Но без этой «пробы пера» не было бы «Тихого Дона».

По сохранившемуся отрывку видишь, как быстро созрел и возмужал писатель, как быстро прошел дистанцию между отрывком, помеченным «1925 год. Осень», и рукописью, за которую снова сел в ноябре 1926 года, когда на чистом листе бумаги снова появились слова: ««Тихий Дон». Роман. Часть первая». Далее любители русской литература впервые могут прочесть целиком отрывок из неопубликованного варианта романа Михаила Шолохова. Вот его текст. «Михаил Шолохов. 1925 год. Осень».


ТИХИЙ ДОН

Роман


Часть первая


I

Просачиваясь сквозь изжелта-зеленую лохматую листву орешника, солнечные лучи серебряной рябью пятнили землю. В лесу густела прохлада. Крепко и хмельно пахло надвигающейся осенью, листом-падалицей и вянущим острым и тоскливым запахом мертвой травы. За топью, за зеленой непролазью ольшаника, возле шоссе, убегающего к местечку Изволочь, с перебоями работал немецкий пулемет. В промежутках раскатисто громыхали винтовочные залпы.

Абрам поглядел на коня, звякнувшего стремем, и снова припал к кусту. Земля под коленями упруго вгиналась, после недавнего дождя была она мягка и послушна, осклизлые листья шиповника приятным холодком щекотали ладони рук, крепко вцепившихся в ветку. Косо изогнув левую бровь, ощерив зубы под висячими черными усиками, Абрам до тех пор глядел в кусты на противоположной стороне поляны, пока на синих, по-лошадиному выпуклых белках его глаз не блеснули от напряжения слезы. Быстро и опасливо глянул на коня, стоявшего в лощинке, в саженях десяти от него, и снова стремительно шмыгнул глазами по направлению к кусту на той стороне поляны.

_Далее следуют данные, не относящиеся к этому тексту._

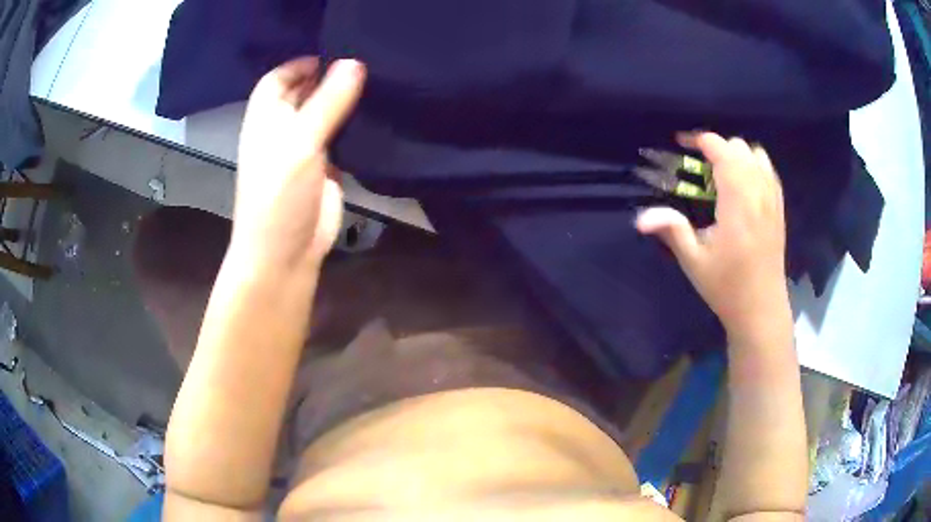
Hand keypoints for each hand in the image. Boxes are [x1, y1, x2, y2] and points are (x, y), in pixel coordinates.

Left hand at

Куст разросся широко и буйно. От подножья опутал его дикий хмель, а на вершине причудливой башней громоздились пышные, молочно-белые гроздья девичьей кашки, уронившей ветку от родимого ствола. Как ни старался Абрам – ничего не мог разглядеть. На одно мгновенье он даже подумал, что рука с красным кантом на обшлаге серого рукава, протянувшаяся из-за куста за фиолетовой ягодкой ежевики, ему привиделась, но куст вдруг явственно шевельнулся. Шевельнулся и стих. Будто ветер с разбегу качнул его плечом и стал в стороне, любуясь, как суетливо кивают наверху кисти девичьей кашки.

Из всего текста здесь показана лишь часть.